The answer is that, more than any realistic fear of dismemberment, Pakistan fears India because it cannot compete economically or militarily. Of course, Pakistan and India have had a significant territorial dispute since 1947. However, the rivalry extends well beyond Kashmir. It was India’s role in dismembering its rival during the 1971 civil war in Pakistan which left a permanent scar on the psyche of the Pakistani people and state. Hence, it is understandable that Pakistanis deeply distrust India. But history and territory are not the only sources of anxiety. In terms of population, Pakistan is smaller than India’s largest state. India is also an industrial powerhouse in relative terms and its economy is doing extremely well by comparison. New Delhi has managed to develop a comprehensive relationship with the United States and it is considered a responsible stakeholder in the international arena at a time when Pakistan’s relations with Washington are under considerable strain and its reputation in the international community is maculate. (Moreover, the Pakistani military relies on these chronic fears to maintain its right to interfere in the public sphere. The spectre of Indian hegemony sustains the status quo distribution of power in the domestic realm and it conveniently distracts from the failures of economic progress.)
Therefore, the problem which needs to be solved to create peace in the region is one of the perennial questions in international relations: how can two competing polities reconcile to one another’s shifting strength and prosperity without recourse to war. There are several models. The first model is a semi-permanent state of competition and confrontation that lasts until one power collapses from the economic burden, as in the Cold War. A second model is integration into a larger political entity, like the European Union. The third model is a scenario in which the buildup of the military and economy is so dramatic that neighbouring states abandon any thought of strategic rivalry, as in the case of the United States in North America.

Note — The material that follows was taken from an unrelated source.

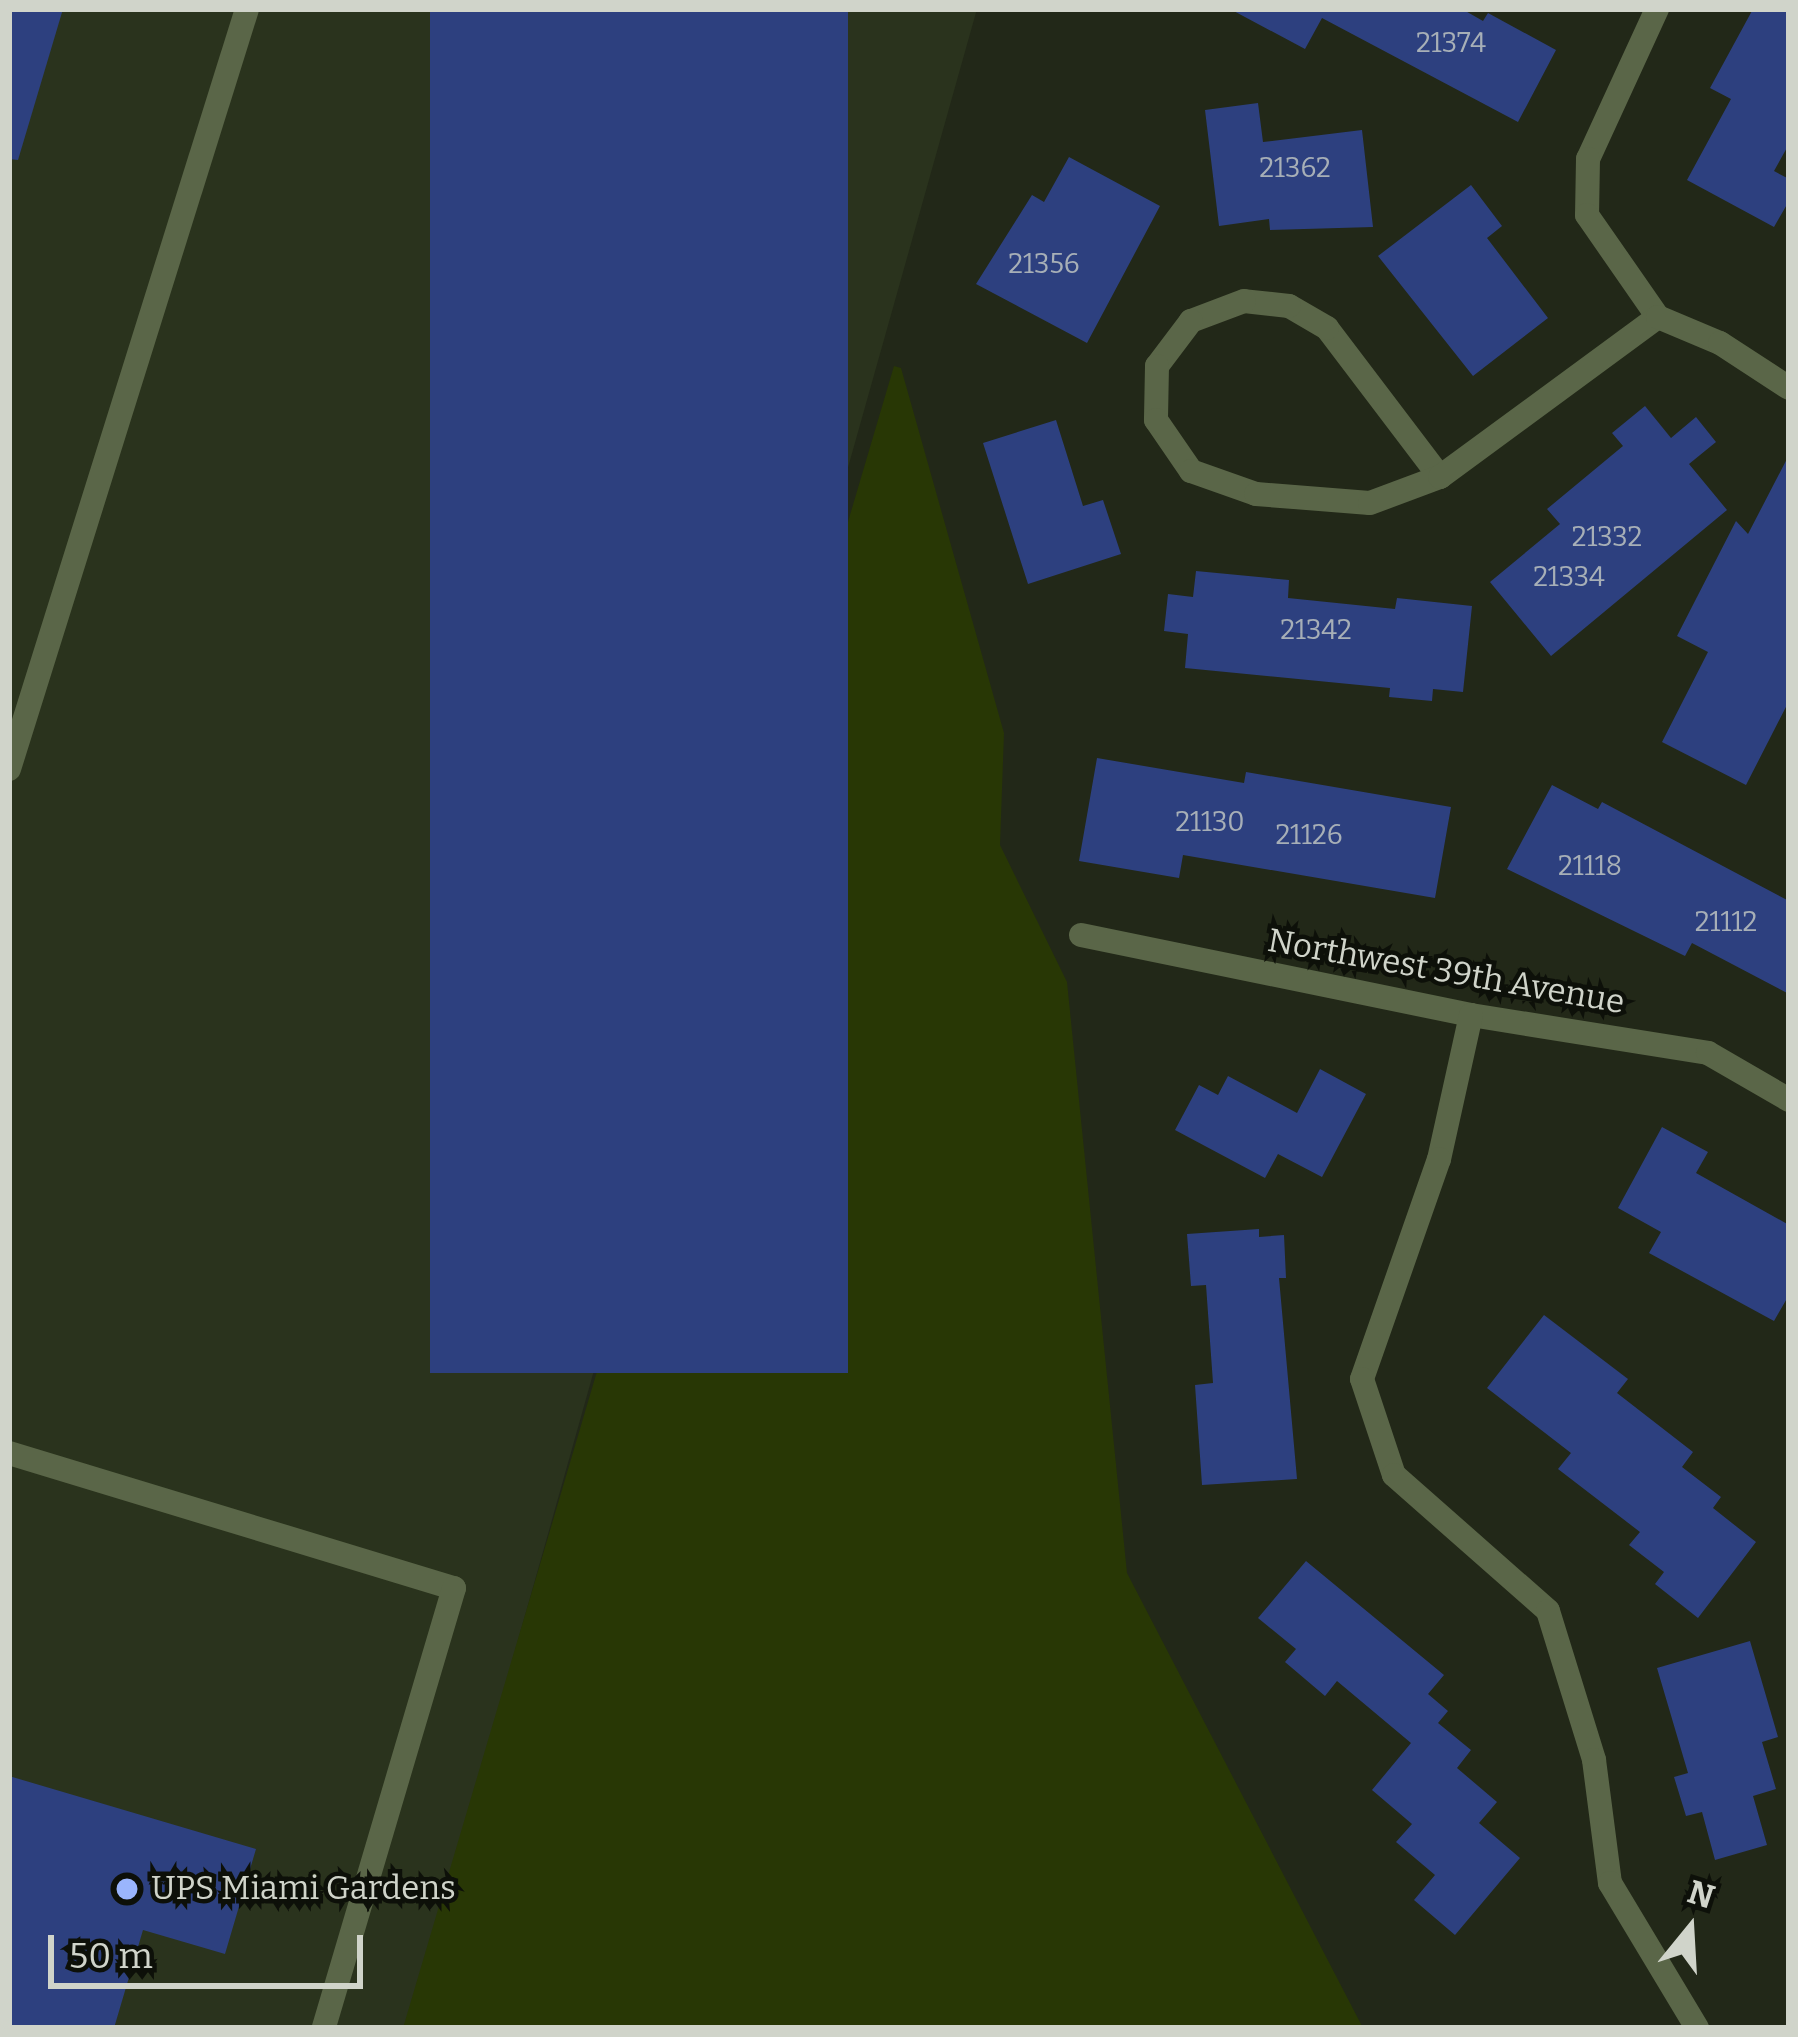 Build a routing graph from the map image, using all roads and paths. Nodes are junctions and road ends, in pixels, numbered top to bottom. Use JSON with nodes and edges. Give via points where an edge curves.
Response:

The problem for Pakistani elites is that the second and third alternatives result in Pakistan’s sublation. And yet Pakistan does not have the economic resources for the first model. Pakistan’s current defence spending in addition to interest payments already exceeds its annual revenue. There is a structural fiscal imbalance which means that Pakistan has to borrow money to service its debt and maintain its current level of military expenditure. This is not viable outside the short-term.
A loophole is to achieve parity by seeking the assistance of external actors. However, even this is unsustainable as Pakistan is not strategically valuable enough to any external power to subsidise it indefinitely. And while Pakistan once calculated that inviting major powers into the region redounded to its economic and military advantage, it is now seeing the downside risks that results from accepting massive US support.
Pakistan’s sponsorship of cross-border terrorism in India, and Afghanistan are attempts to delay India’s ascent. Unfortunately, it can slow down but not stop the inevitable. Illegitimate and wasteful policies will continue unless Pakistani elites can formulate a solution that either allows them to compete with India, or accommodates India’s emergence as a global power. The former option is not realistic in the current global economy. The latter is domestically unpalatable and will be very difficult for certain state institutions to accept.
Ultimately, however, the Pakistani policy of seeking military parity with India will have to be completely abandoned. The policy is both unrealistic and unnecessary. With the acquisition of nuclear weapons, Pakistan’s territorial integrity is secure. Pakistan’s armed forces are certainly more than sufficient in size to deter direct forms of coercion. Retaining the fantasy of military parity with a much larger and more dynamic neighbour only undermines democracy, fuels regional insecurity, and invites major powers to interfere in the region.
Vikash Yadav is an assistant professor of political science at Hobart and William Smith Colleges in Geneva, New York. Conrad Barwa is a researcher at the School of Oriental and African Studies, London.